Após tomar um banho no albergue, saimos para jantar com os nossos 3 amigos de perrengue. Pessoas que se conheceram em um momento extremo mútuo e que vivenciaram juntas a experiência de um trabalho em grupo, que vai direto para o currículo da vida.

E nesse ponto a questão do limite foi muito repensada por mim. Quando achamos que conhecemos os nossos limites, nos surpreendemos. Durante um dia inteiro eu não senti sede, não senti fome e nem sequer precisei ir ao banheiro. Reconheci a importância de uma alimentação saudável e um corpo bem hidratado, que torna-se preparado para um momento extremo como esse. E eu me senti assim: preparada.
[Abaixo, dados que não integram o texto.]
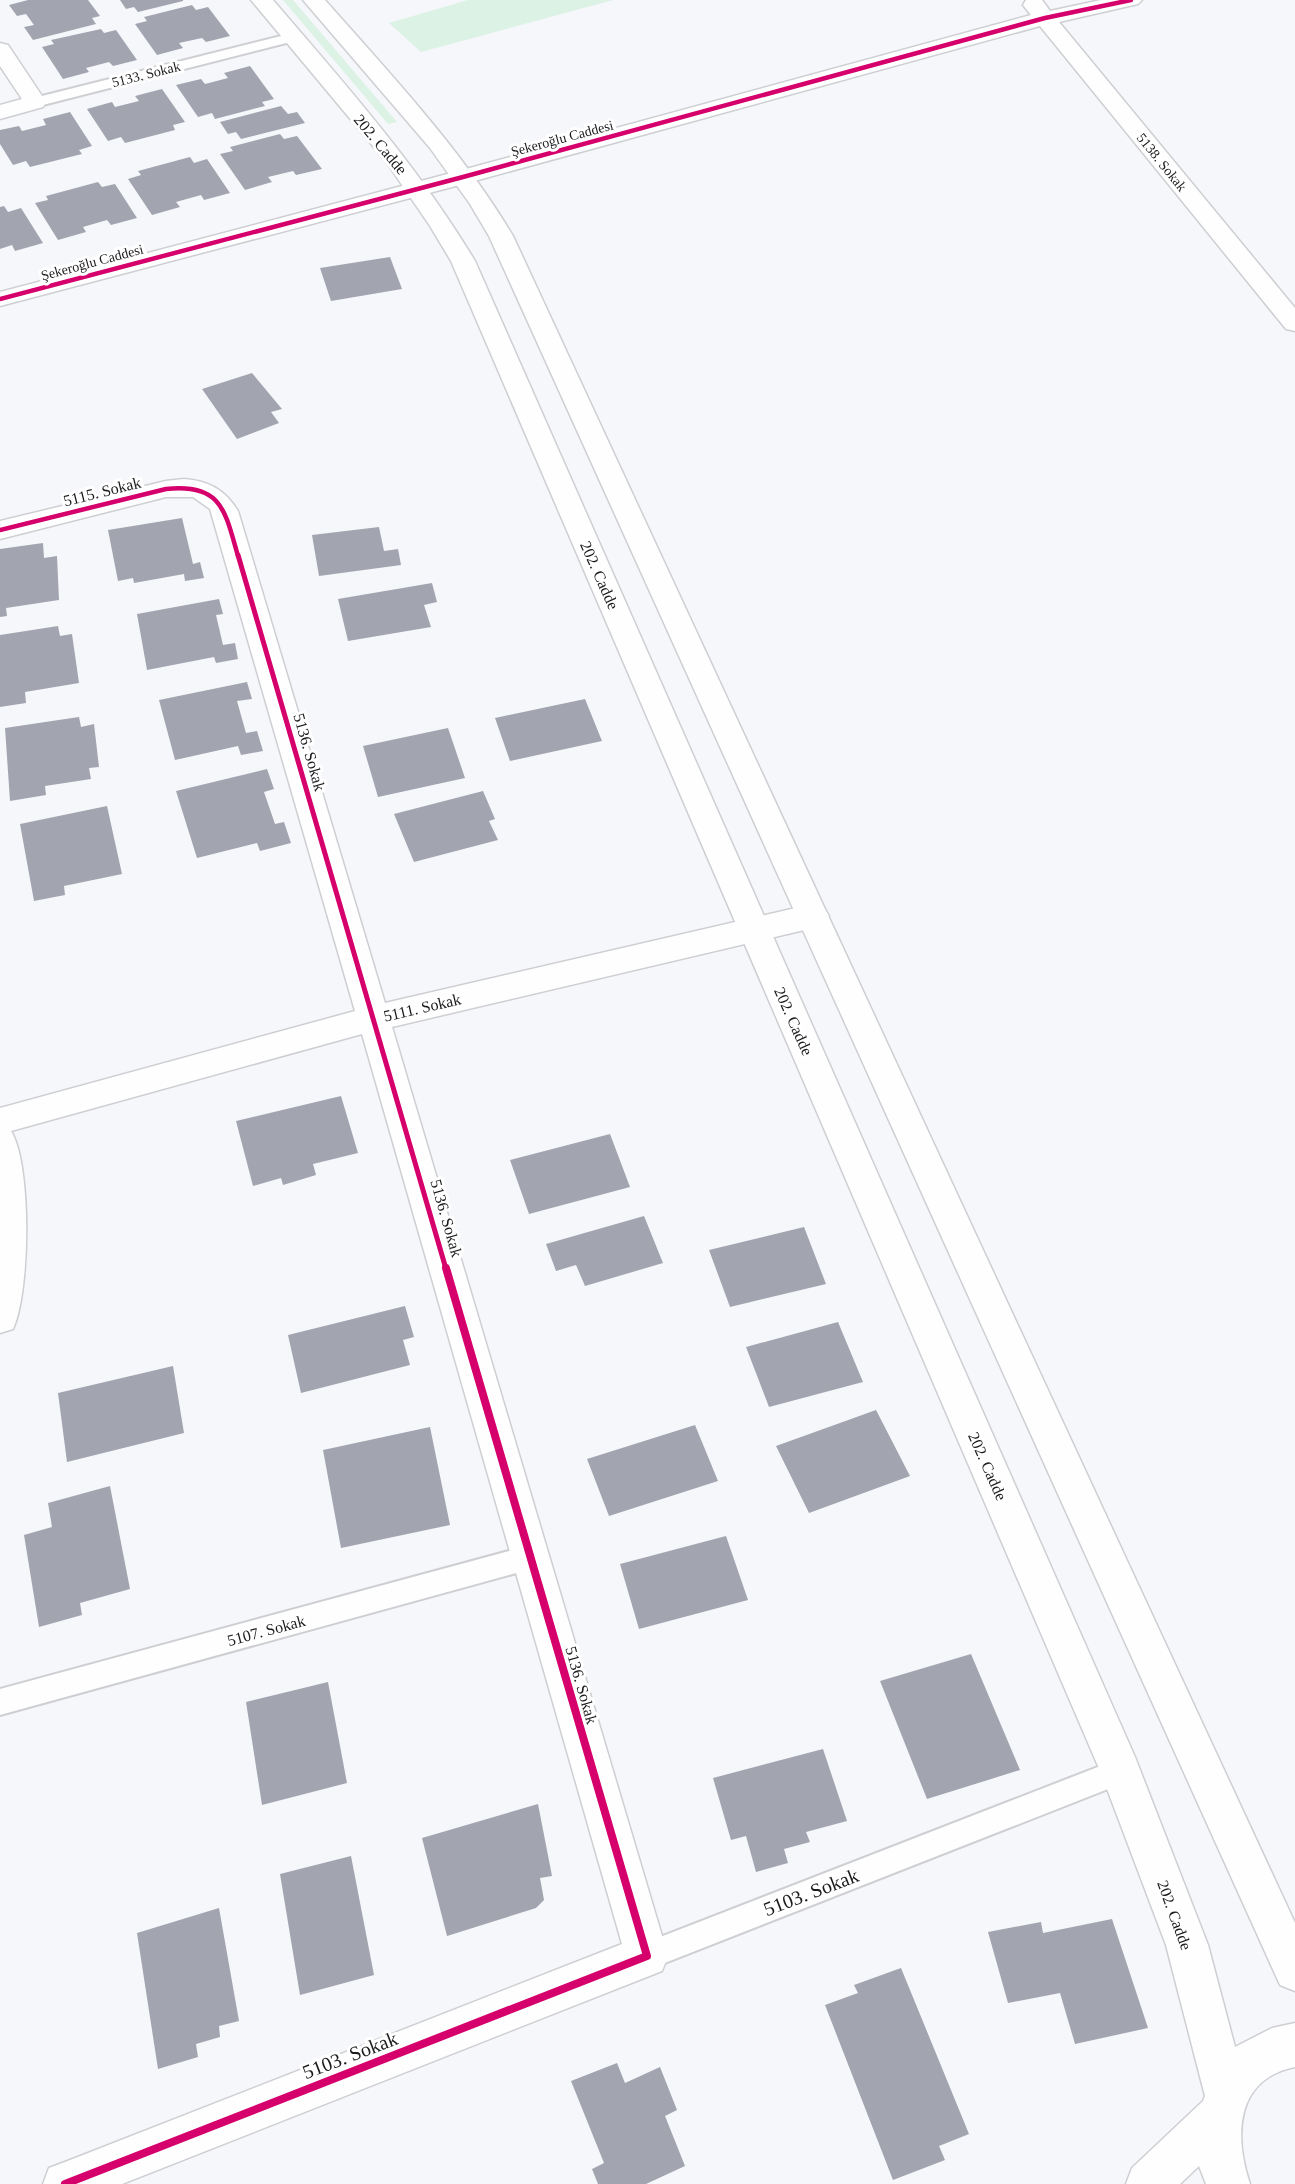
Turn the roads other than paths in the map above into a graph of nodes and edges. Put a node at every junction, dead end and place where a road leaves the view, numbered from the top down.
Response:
1 (262, 0) edge
2 (314, 0) edge
3 (1030, 0) edge
4 (1131, 0) edge
5 (1045, 18) junction
6 (292, 37) junction
7 (0, 50) edge
8 (35, 102) junction
9 (0, 112) edge
10 (463, 177) junction
11 (418, 189) junction
12 (0, 299) edge
13 (1295, 324) edge
14 (211, 494) joint
15 (0, 530) edge
16 (813, 916) junction
17 (754, 929) junction
18 (375, 1018) junction
19 (0, 1121) edge
20 (0, 1141) edge
21 (0, 1318) edge
22 (531, 1557) junction
23 (0, 1702) edge
24 (1121, 1771) junction
25 (647, 1956) junction
26 (1295, 1970) edge
27 (1295, 2044) edge
28 (1223, 2105) junction
29 (65, 2184) edge
30 (1148, 2184) edge
31 (1228, 2184) edge

1 - 6 street, 202. Cadde
2 - 10 street
3 - 5 street, 5138. Sokak
4 - 5 street, Şekeroğlu Caddesi
5 - 10 street, Şekeroğlu Caddesi
5 - 13 street, 5138. Sokak
6 - 8 lane, 5133. Sokak
6 - 11 street, 202. Cadde
7 - 8 street
8 - 9 street, 5133. Sokak
10 - 11 street, Şekeroğlu Caddesi
10 - 16 street
11 - 12 street, Şekeroğlu Caddesi
11 - 17 street, 202. Cadde
14 - 15 street, 5115. Sokak
14 - 18 street, 5136. Sokak
16 - 17 street, 5111. Sokak
16 - 26 street
17 - 18 street, 5111. Sokak
17 - 24 street, 202. Cadde
18 - 19 street, 5111. Sokak
18 - 22 street, 5136. Sokak
20 - 21 street
22 - 23 lane, 5107. Sokak
22 - 25 street, 5136. Sokak
24 - 25 lane, 5103. Sokak
24 - 28 street, 202. Cadde
25 - 29 street, 5103. Sokak
27 - 28 street
28 - 30 street
28 - 31 street, 202. Cadde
Os limites do ser humano são realmente discutíveis. Aliás, até que ponto eles existem? Se existem, os meus se tornaram irreconhecíveis pra mim e eu já não coloco minha mão no fogo por eles.

Outra questão forte foi a idéia de ter um foco, uma meta. A minha meta era conseguir começar a trilha no dia 18. Meu sonho tão esperado. E que não poderia deixar que se fosse devido ao sonho de outras pessoas. O sonho de serem ouvidos e de fazer valer seus direitos.
Todos estavam ali em busca de seus sonhos, em busca de realizar seus desejos.
Isso me fez seguir em frente. Isso me fez não racionalizar.

O que é outra questão. A questão da racionalização. Busquei a minha meta através de atitudes tomadas com o meu coração. Se eu tivesse racionalizado, teria dado espaço ao medo de se jogar num caminho desconhecido. Assim como outras pessoas estavam pensando - com medo. Teria continuado dentro daquele ônibus sem perspectivas de continuar meu caminho. Mas não. Eu continuei. E a única certeza que eu ouvia meu coração dizer era que: não, eu não iria andar até Cusco. Algo iria acontecer. Ajudas iriam aparecer! E assim foi! De fato, a fé move montanhas. E não estou falando aqui de uma fé puramente religiosa. Mas, uma fé em si mesmo, nos caminho que o coração aponta. E que uma vez que eu estivesse traçando o caminho que eu de fato deveria seguir, o cosmos se ocuparia do resto.

E assim foi. Assim é. Assim chegamos em Cusco.

1 comment:

Pa said...

Lindo, Tha!
O maior e melhor insight que tive na vida partiu de um conselho super manjado e que passava despercebido: escutar o coração. Significa pra mim que as respostas a gente já tem, basta reconhece-las. E não é racionalizando que a gente as reconhece não.
Adorei a aventura, quero ler sempre mais aqui.